WORK TO COMPLETE:
Check each line of the entries for "pixels" and report the ones that have it.

Stored items:
= = =

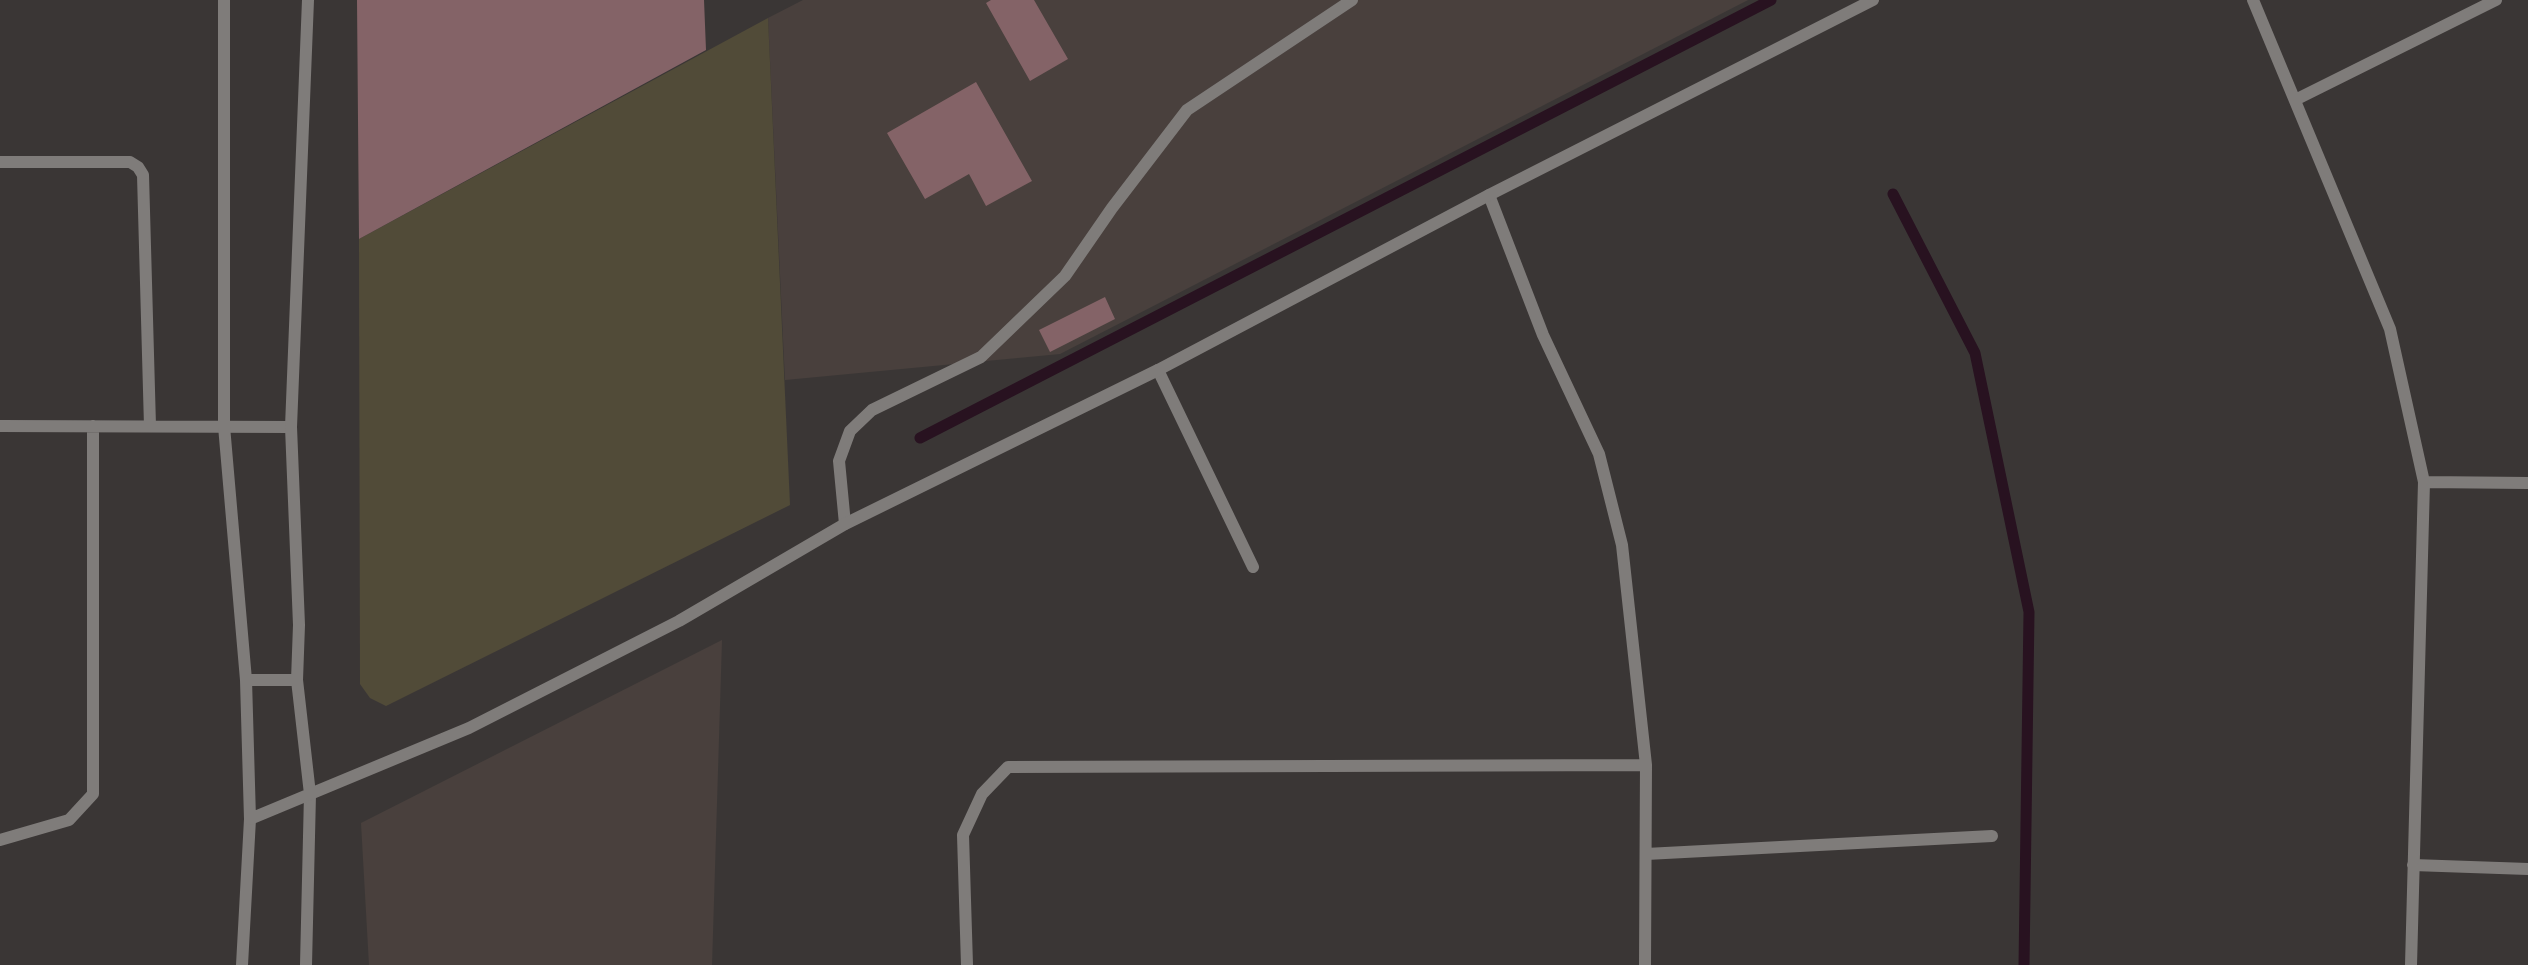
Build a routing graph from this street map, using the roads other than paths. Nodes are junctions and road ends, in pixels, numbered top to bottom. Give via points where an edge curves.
1 (224, 0) edge
2 (308, 0) edge
3 (1352, 0) edge
4 (1873, 0) edge
5 (2253, 0) edge
6 (2496, 0) edge
7 (2295, 100) junction
8 (0, 162) edge
9 (1489, 194) junction
10 (1158, 370) junction
11 (0, 426) edge
12 (94, 426) junction
13 (150, 426) junction
14 (224, 426) junction
15 (291, 428) junction
16 (2424, 482) junction
17 (2528, 483) edge
18 (845, 524) junction
19 (1253, 567) dead end
20 (246, 680) junction
21 (297, 680) junction
22 (1646, 765) junction
23 (310, 794) junction
24 (250, 819) junction
25 (1992, 836) dead end
26 (0, 840) edge
27 (1646, 854) junction
28 (2413, 865) junction
29 (2528, 869) edge
30 (242, 965) edge
31 (306, 965) edge
32 (967, 965) edge
33 (1645, 965) edge
34 (2412, 965) edge

1 - 14 street
2 - 15 street
3 - 18 street via 1187,110 1065,276 981,357 872,410 850,431 839,461
4 - 9 street
5 - 7 street
6 - 7 street
7 - 16 street via 2390,329
8 - 13 street via 130,162 143,175
9 - 10 street
9 - 22 street via 1543,335 1599,454 1622,545
10 - 18 street
10 - 19 street
11 - 12 street
12 - 13 street
12 - 26 street via 93,794 69,820
13 - 14 street
14 - 15 street
14 - 20 street
15 - 21 street via 299,625
16 - 17 street
16 - 28 street
18 - 23 street via 679,621 478,724
20 - 21 street
20 - 24 street
21 - 23 street
22 - 27 street
22 - 32 street via 1008,767 982,794 963,835
23 - 24 street
23 - 31 street
24 - 30 street
25 - 27 street
27 - 33 street
28 - 29 street
28 - 34 street

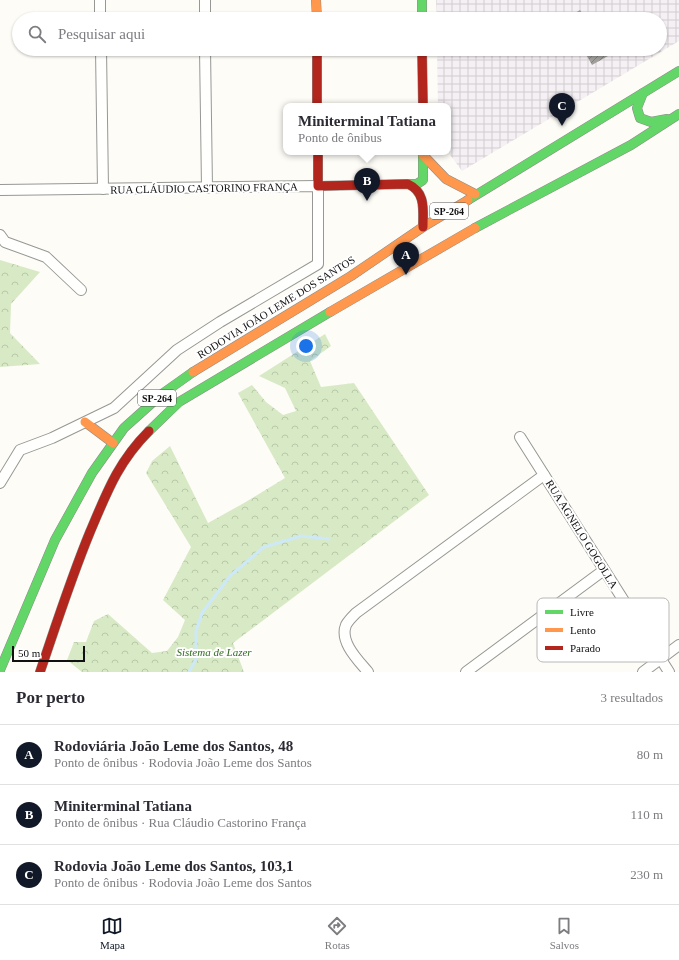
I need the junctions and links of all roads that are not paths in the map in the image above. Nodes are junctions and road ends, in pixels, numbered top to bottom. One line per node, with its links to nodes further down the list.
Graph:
1 (100, 0): 5 (street)
2 (205, 0): 6 (street)
3 (316, 0): 7 (main road)
4 (422, 0): 8 (main road)
5 (100, 12)
6 (205, 12)
7 (317, 12)
8 (422, 12)
9 (101, 56): 24 (street)
10 (206, 56): 23 (street)
11 (317, 56): 15 (main road)
12 (422, 56): 16 (main road)
13 (679, 71): 14 (main road, RODOVIA JOÃO LEME DOS SANTOS / SP-264)
14 (643, 93): 17 (main road); 26 (main road, RODOVIA JOÃO LEME DOS SANTOS / SP-264)
15 (317, 103)
16 (423, 103)
17 (677, 115): 44 (main road, SP-264)
18 (318, 155): 22 (main road)
19 (423, 155): 21 (main road, RUA CLÁUDIO CASTORINO FRANÇA)
20 (424, 155): 26 (main road)
21 (408, 184): 22 (main road, RUA CLÁUDIO CASTORINO FRANÇA); 27 (main road)
22 (318, 186): 23 (street, RUA CLÁUDIO CASTORINO FRANÇA); 30 (street)
23 (207, 188): 24 (street, RUA CLÁUDIO CASTORINO FRANÇA)
24 (103, 189): 25 (street, RUA CLÁUDIO CASTORINO FRANÇA)
25 (0, 190)
26 (475, 194): 27 (main road, RODOVIA JOÃO LEME DOS SANTOS / SP-264)
27 (423, 227): 32 (main road, RODOVIA JOÃO LEME DOS SANTOS / SP-264)
28 (0, 235): 29 (street)
29 (81, 290)
30 (85, 422): 32 (main road); 34 (street)
31 (520, 437): 33 (street, RUA AGNELO GOGOLLA)
32 (113, 443): 43 (main road, RODOVIA JOÃO LEME DOS SANTOS / SP-264)
33 (544, 475): 35 (street, RUA AGNELO GOGOLLA); 45 (street)
34 (0, 483)
35 (604, 570): 36 (street); 37 (street, RUA AGNELO GOGOLLA)
36 (566, 598)
37 (622, 598)
38 (537, 620): 46 (street)
39 (679, 645): 40 (street)
40 (669, 653)
41 (657, 662): 47 (street)
42 (663, 662): 48 (street, RUA AGNELO GOGOLLA)
43 (0, 670)
44 (40, 672)
45 (368, 672)
46 (466, 672)
47 (643, 672)
48 (669, 672)

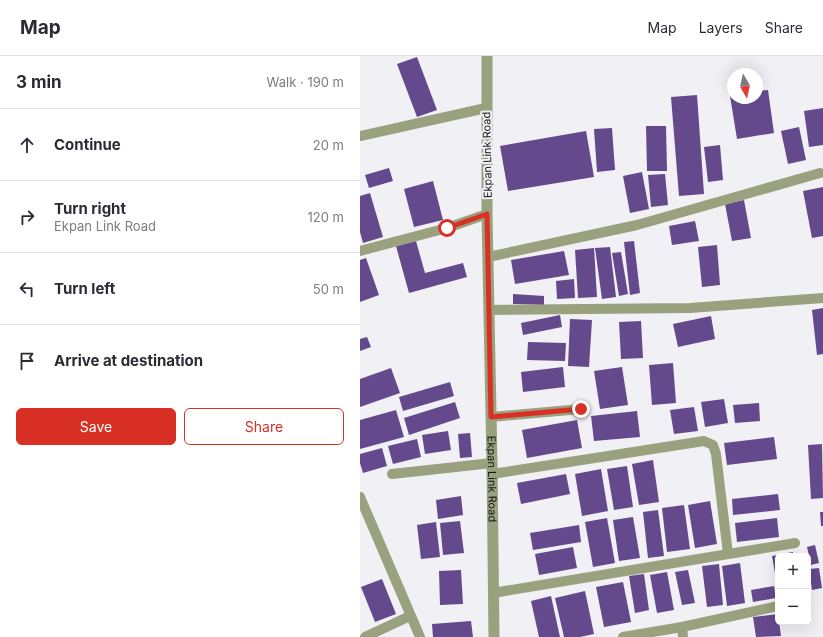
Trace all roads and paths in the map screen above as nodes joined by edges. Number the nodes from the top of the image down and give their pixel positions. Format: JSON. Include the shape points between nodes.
{"nodes":[{"id":1,"x":487,"y":56,"type":"edge"},
{"id":2,"x":486,"y":108,"type":"junction"},
{"id":3,"x":360,"y":136,"type":"edge"},
{"id":4,"x":820,"y":173,"type":"dead end"},
{"id":5,"x":487,"y":214,"type":"junction"},
{"id":6,"x":360,"y":252,"type":"edge"},
{"id":7,"x":488,"y":256,"type":"junction"},
{"id":8,"x":823,"y":298,"type":"edge"},
{"id":9,"x":490,"y":310,"type":"junction"},
{"id":10,"x":581,"y":409,"type":"dead end"},
{"id":11,"x":491,"y":417,"type":"junction"},
{"id":12,"x":492,"y":462,"type":"junction"},
{"id":13,"x":392,"y":474,"type":"dead end"},
{"id":14,"x":492,"y":474,"type":"junction"},
{"id":15,"x":361,"y":503,"type":"edge"},
{"id":16,"x":795,"y":543,"type":"dead end"},
{"id":17,"x":728,"y":554,"type":"junction"},
{"id":18,"x":493,"y":593,"type":"junction"},
{"id":19,"x":775,"y":607,"type":"edge"},
{"id":20,"x":410,"y":616,"type":"junction"},
{"id":21,"x":682,"y":626,"type":"junction"},
{"id":22,"x":365,"y":637,"type":"edge"},
{"id":23,"x":420,"y":637,"type":"edge"},
{"id":24,"x":494,"y":637,"type":"edge"},
{"id":25,"x":623,"y":637,"type":"edge"},
{"id":26,"x":683,"y":637,"type":"edge"}],
"edges":[{"from":1,"to":2,"type":"street","name":"Ekpan Link Road"},
{"from":2,"to":3,"type":"street"},
{"from":2,"to":5,"type":"street","name":"Ekpan Link Road"},
{"from":4,"to":7,"type":"street","via":[[637,225]]},
{"from":5,"to":6,"type":"street"},
{"from":5,"to":7,"type":"street","name":"Ekpan Link Road"},
{"from":7,"to":9,"type":"street","name":"Ekpan Link Road"},
{"from":8,"to":9,"type":"street","via":[[690,308]]},
{"from":9,"to":11,"type":"street","name":"Ekpan Link Road"},
{"from":10,"to":11,"type":"street"},
{"from":11,"to":12,"type":"street","name":"Ekpan Link Road"},
{"from":12,"to":13,"type":"street"},
{"from":12,"to":14,"type":"street","name":"Ekpan Link Road"},
{"from":14,"to":17,"type":"street","via":[[704,441],[713,445],[716,454]]},
{"from":14,"to":18,"type":"street","name":"Ekpan Link Road"},
{"from":15,"to":20,"type":"street"},
{"from":16,"to":17,"type":"street"},
{"from":17,"to":18,"type":"street"},
{"from":18,"to":24,"type":"street","name":"Ekpan Link Road"},
{"from":19,"to":21,"type":"street"},
{"from":20,"to":22,"type":"street"},
{"from":20,"to":23,"type":"street"},
{"from":21,"to":25,"type":"street"},
{"from":21,"to":26,"type":"street"}]}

= = =

SOLVED EXERCISE:
Build a routing graph from this street map, using the roads other than paths. Nodes are junctions and road ends, in pixels, numbered top to bottom. Give via points where an edge curves.
I need the junctions and links of all roads that are not paths in the map in the image above. Nodes are junctions and road ends, in pixels, numbered top to bottom. One line per node, with its links to nodes further down the list.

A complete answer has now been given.